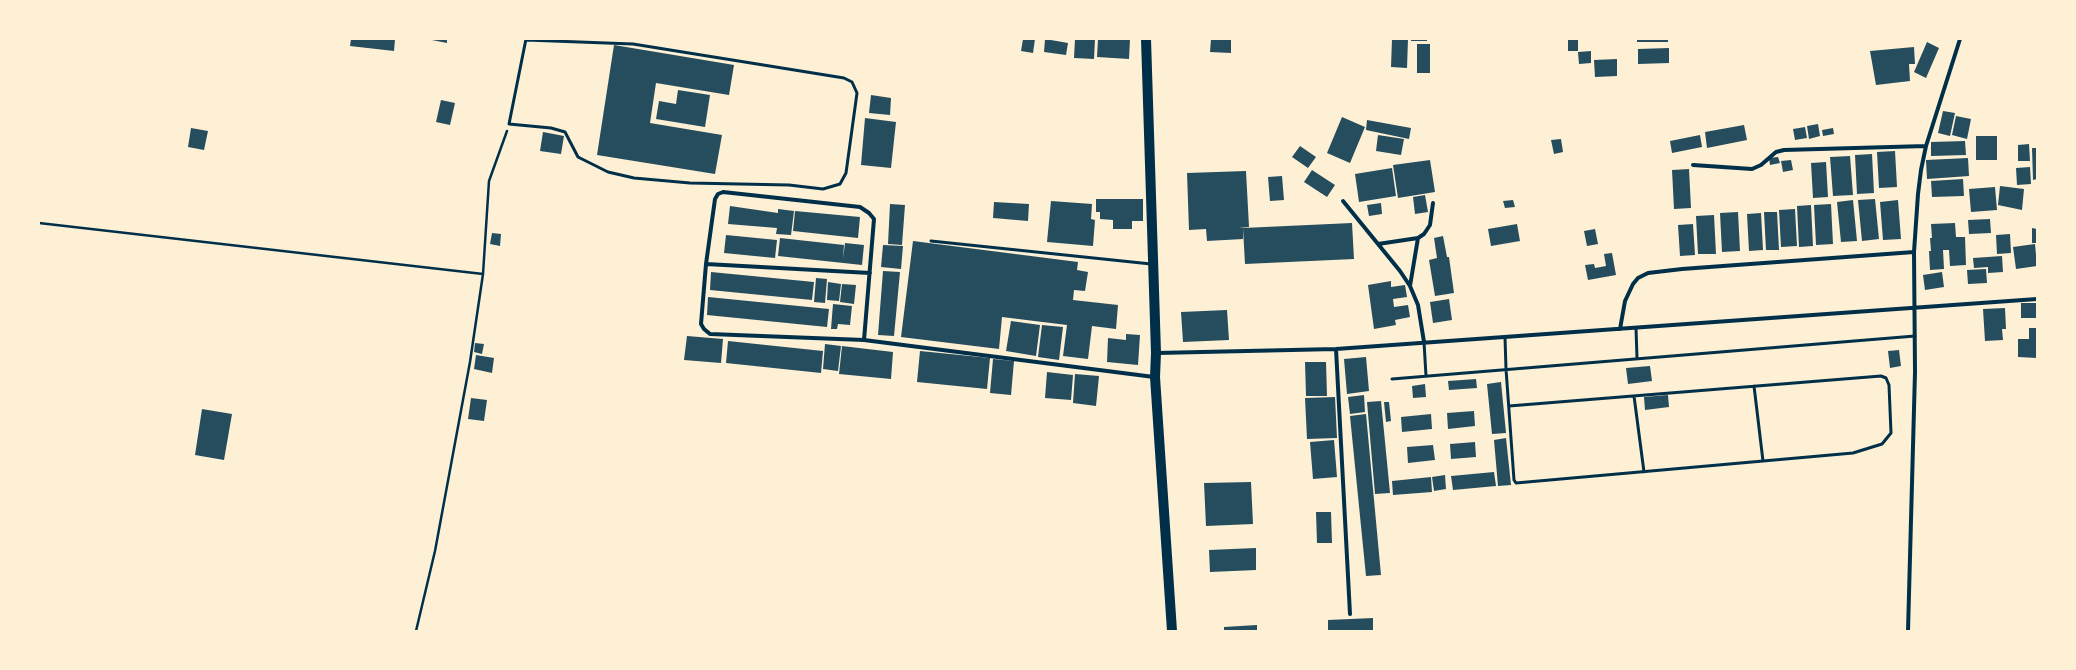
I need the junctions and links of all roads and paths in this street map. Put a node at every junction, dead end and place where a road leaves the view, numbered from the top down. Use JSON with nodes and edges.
{"nodes":[{"id":1,"x":526,"y":39,"type":"edge"},
{"id":2,"x":1146,"y":39,"type":"edge"},
{"id":3,"x":1960,"y":39,"type":"edge"},
{"id":4,"x":509,"y":124,"type":"junction"},
{"id":5,"x":1926,"y":146,"type":"junction"},
{"id":6,"x":1693,"y":165,"type":"dead end"},
{"id":7,"x":1343,"y":201,"type":"dead end"},
{"id":8,"x":1433,"y":203,"type":"dead end"},
{"id":9,"x":39,"y":223,"type":"edge"},
{"id":10,"x":1418,"y":238,"type":"junction"},
{"id":11,"x":931,"y":241,"type":"dead end"},
{"id":12,"x":1378,"y":244,"type":"junction"},
{"id":13,"x":1914,"y":252,"type":"junction"},
{"id":14,"x":706,"y":264,"type":"junction"},
{"id":15,"x":1153,"y":264,"type":"junction"},
{"id":16,"x":870,"y":273,"type":"junction"},
{"id":17,"x":483,"y":274,"type":"junction"},
{"id":18,"x":1410,"y":286,"type":"junction"},
{"id":19,"x":2037,"y":299,"type":"edge"},
{"id":20,"x":1914,"y":308,"type":"junction"},
{"id":21,"x":1636,"y":328,"type":"junction"},
{"id":22,"x":1620,"y":329,"type":"junction"},
{"id":23,"x":1915,"y":336,"type":"junction"},
{"id":24,"x":1504,"y":337,"type":"junction"},
{"id":25,"x":864,"y":340,"type":"junction"},
{"id":26,"x":1424,"y":342,"type":"junction"},
{"id":27,"x":1336,"y":349,"type":"junction"},
{"id":28,"x":1156,"y":353,"type":"junction"},
{"id":29,"x":1637,"y":358,"type":"junction"},
{"id":30,"x":1506,"y":369,"type":"junction"},
{"id":31,"x":1426,"y":376,"type":"junction"},
{"id":32,"x":1154,"y":377,"type":"junction"},
{"id":33,"x":1392,"y":378,"type":"dead end"},
{"id":34,"x":1754,"y":386,"type":"junction"},
{"id":35,"x":1634,"y":396,"type":"junction"},
{"id":36,"x":1509,"y":406,"type":"junction"},
{"id":37,"x":1763,"y":461,"type":"junction"},
{"id":38,"x":1644,"y":472,"type":"junction"},
{"id":39,"x":1350,"y":614,"type":"dead end"},
{"id":40,"x":416,"y":631,"type":"edge"},
{"id":41,"x":1172,"y":631,"type":"edge"},
{"id":42,"x":1908,"y":631,"type":"edge"}],
"edges":[{"from":1,"to":4,"type":"lane"},
{"from":1,"to":4,"type":"lane"},
{"from":2,"to":15,"type":"main road"},
{"from":3,"to":5,"type":"street"},
{"from":4,"to":17,"type":"path"},
{"from":5,"to":6,"type":"street"},
{"from":5,"to":13,"type":"street"},
{"from":7,"to":12,"type":"street"},
{"from":8,"to":10,"type":"street"},
{"from":9,"to":17,"type":"path"},
{"from":10,"to":12,"type":"street"},
{"from":10,"to":18,"type":"street"},
{"from":11,"to":15,"type":"lane"},
{"from":12,"to":18,"type":"street"},
{"from":13,"to":20,"type":"street"},
{"from":13,"to":22,"type":"street"},
{"from":14,"to":16,"type":"street"},
{"from":14,"to":16,"type":"street"},
{"from":14,"to":25,"type":"street"},
{"from":15,"to":28,"type":"main road"},
{"from":16,"to":25,"type":"street"},
{"from":17,"to":40,"type":"path"},
{"from":18,"to":26,"type":"street"},
{"from":19,"to":20,"type":"street"},
{"from":20,"to":21,"type":"street"},
{"from":20,"to":23,"type":"street"},
{"from":21,"to":22,"type":"street"},
{"from":21,"to":29,"type":"lane"},
{"from":22,"to":24,"type":"street"},
{"from":23,"to":29,"type":"lane"},
{"from":23,"to":42,"type":"street"},
{"from":24,"to":26,"type":"street"},
{"from":24,"to":30,"type":"lane"},
{"from":25,"to":32,"type":"street"},
{"from":26,"to":27,"type":"street"},
{"from":26,"to":31,"type":"lane"},
{"from":27,"to":28,"type":"street"},
{"from":27,"to":39,"type":"street"},
{"from":28,"to":32,"type":"main road"},
{"from":29,"to":30,"type":"lane"},
{"from":30,"to":31,"type":"lane"},
{"from":30,"to":36,"type":"lane"},
{"from":31,"to":33,"type":"lane"},
{"from":32,"to":41,"type":"main road"},
{"from":34,"to":35,"type":"lane"},
{"from":34,"to":37,"type":"lane"},
{"from":34,"to":37,"type":"lane"},
{"from":35,"to":36,"type":"lane"},
{"from":35,"to":38,"type":"lane"},
{"from":36,"to":38,"type":"lane"},
{"from":37,"to":38,"type":"lane"}]}
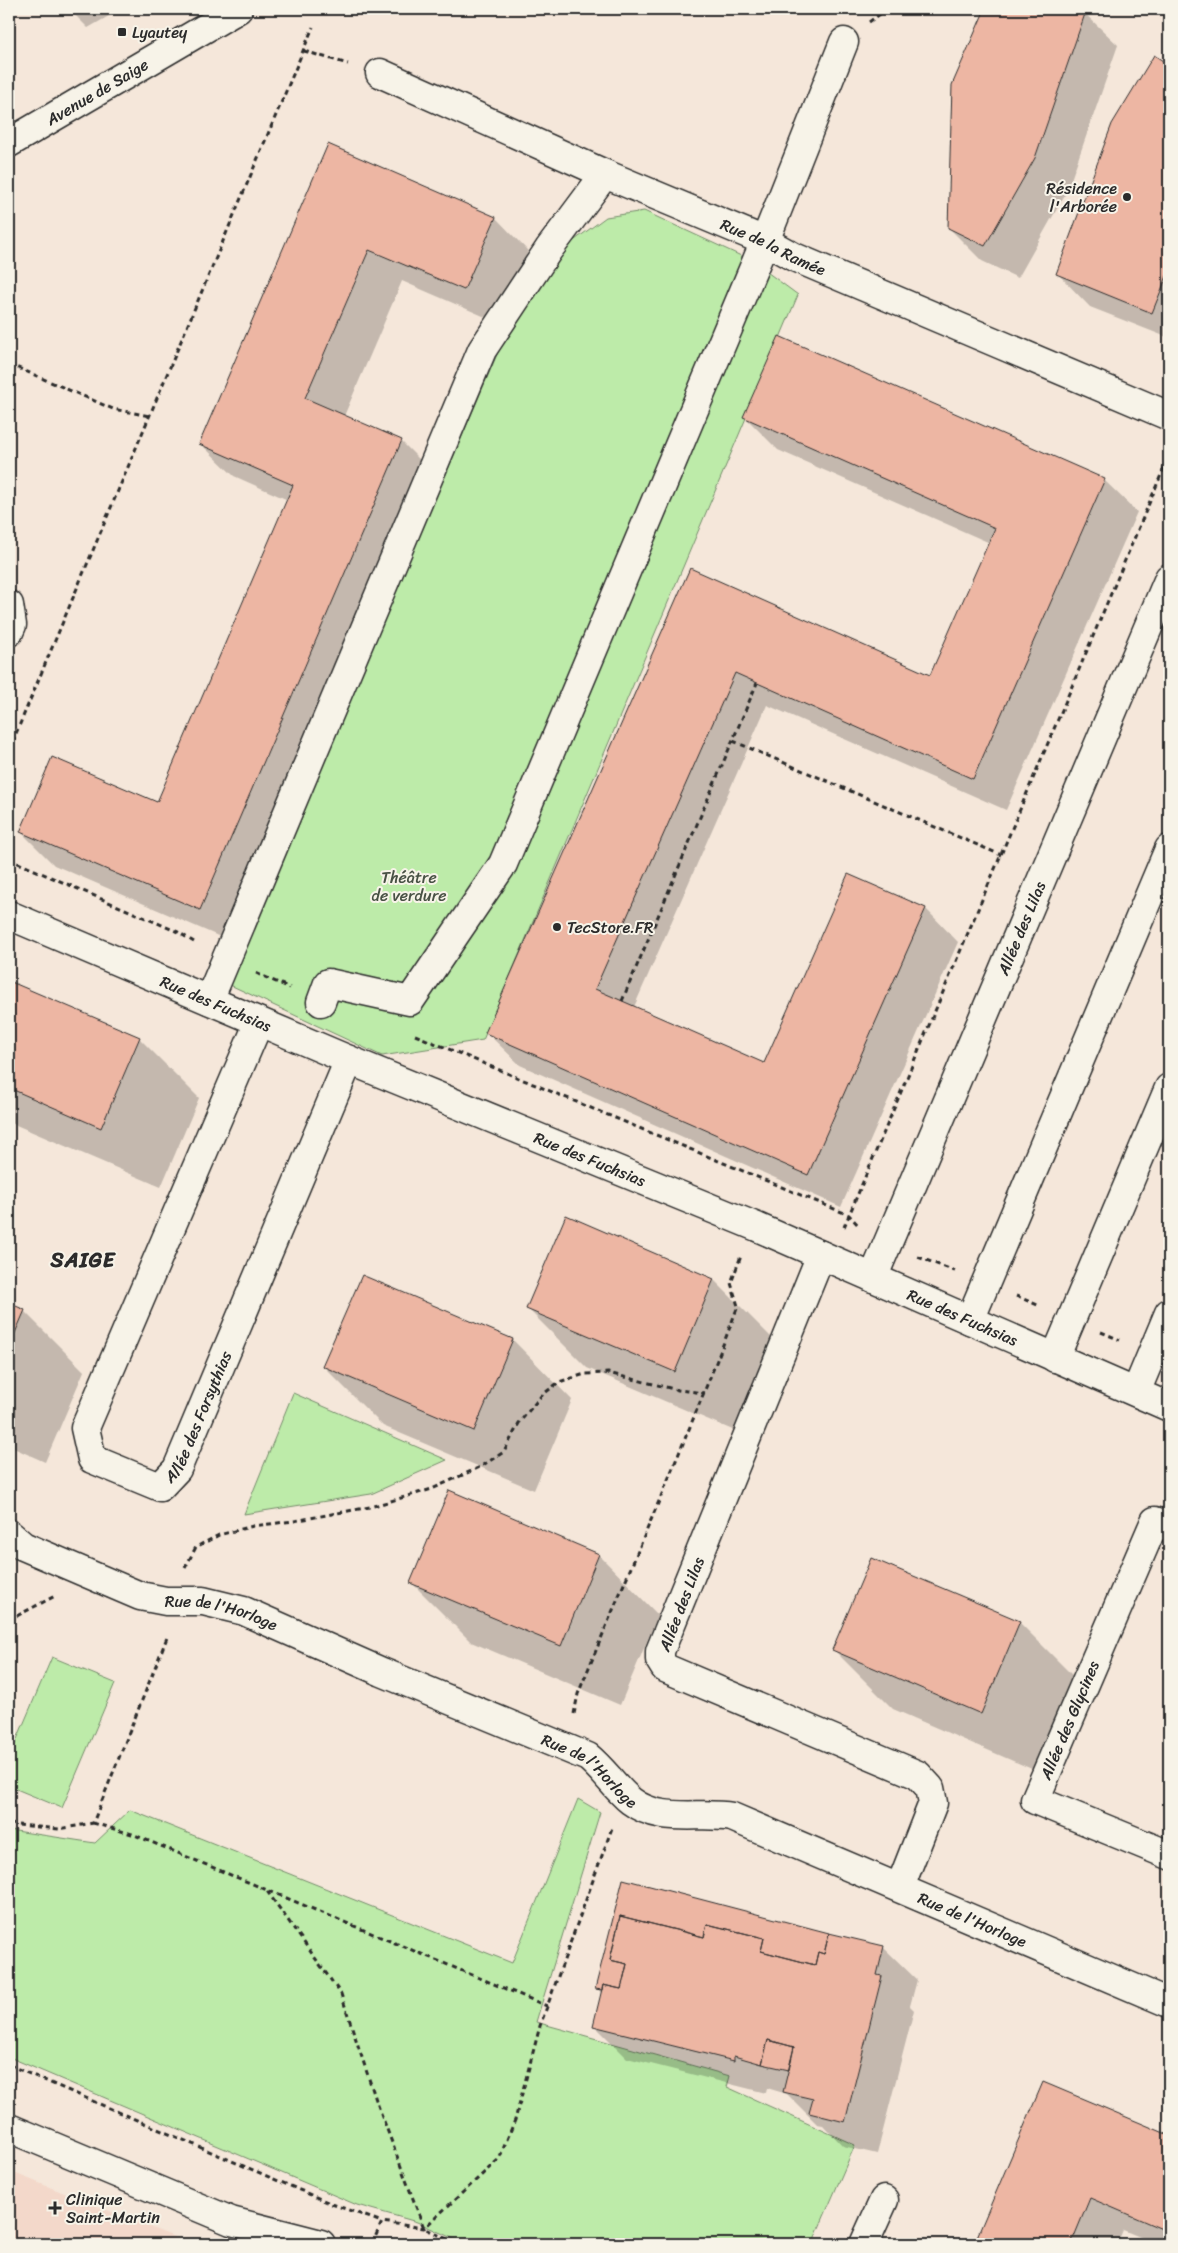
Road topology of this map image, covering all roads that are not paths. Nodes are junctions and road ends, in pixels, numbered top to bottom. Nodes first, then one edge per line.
1 (238, 9) edge
2 (844, 42) dead end
3 (380, 73) road end
4 (9, 143) edge
5 (606, 174) junction
6 (765, 242) junction
7 (1169, 416) edge
8 (1169, 578) edge
9 (9, 605) edge
10 (9, 632) edge
11 (1169, 849) edge
12 (9, 915) edge
13 (209, 1000) junction
14 (321, 1002) road end
15 (259, 1022) junction
16 (349, 1060) junction
17 (1169, 1088) edge
18 (826, 1257) junction
19 (873, 1278) junction
20 (1169, 1313) edge
21 (970, 1320) junction
22 (1055, 1358) junction
23 (1136, 1392) junction
24 (1169, 1407) edge
25 (1169, 1527) edge
26 (9, 1534) edge
27 (1169, 1855) edge
28 (900, 1887) junction
29 (1169, 2002) edge
30 (9, 2128) edge
31 (884, 2200) dead end
32 (321, 2244) edge
33 (864, 2244) edge

1 - 4 street, Avenue de Saige
2 - 6 street
3 - 5 street, Rue de la Ramée
5 - 6 street, Rue de la Ramée
5 - 13 street
6 - 7 street, Rue de la Ramée
6 - 14 street
8 - 19 street, Allée des Lilas
9 - 10 street
11 - 21 street
12 - 13 street, Rue des Fuchsias
13 - 15 street, Rue des Fuchsias
15 - 16 street, Rue des Fuchsias
15 - 16 street, Allée des Forsythias
16 - 18 street, Rue des Fuchsias
17 - 22 street
18 - 19 street, Rue des Fuchsias
18 - 28 street, Allée des Lilas
19 - 21 street, Rue des Fuchsias
20 - 23 street
21 - 22 street, Rue des Fuchsias
22 - 23 street, Rue des Fuchsias
23 - 24 street, Rue des Fuchsias
25 - 27 street, Allée des Glycines
26 - 28 street, Rue de l'Horloge
28 - 29 street, Rue de l'Horloge
30 - 32 street
31 - 33 street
++++++++++++++++++++
Exercise = A single figure is the whole answer: the number of lines in the material above that contain "Fuchsias".

Your solution = 9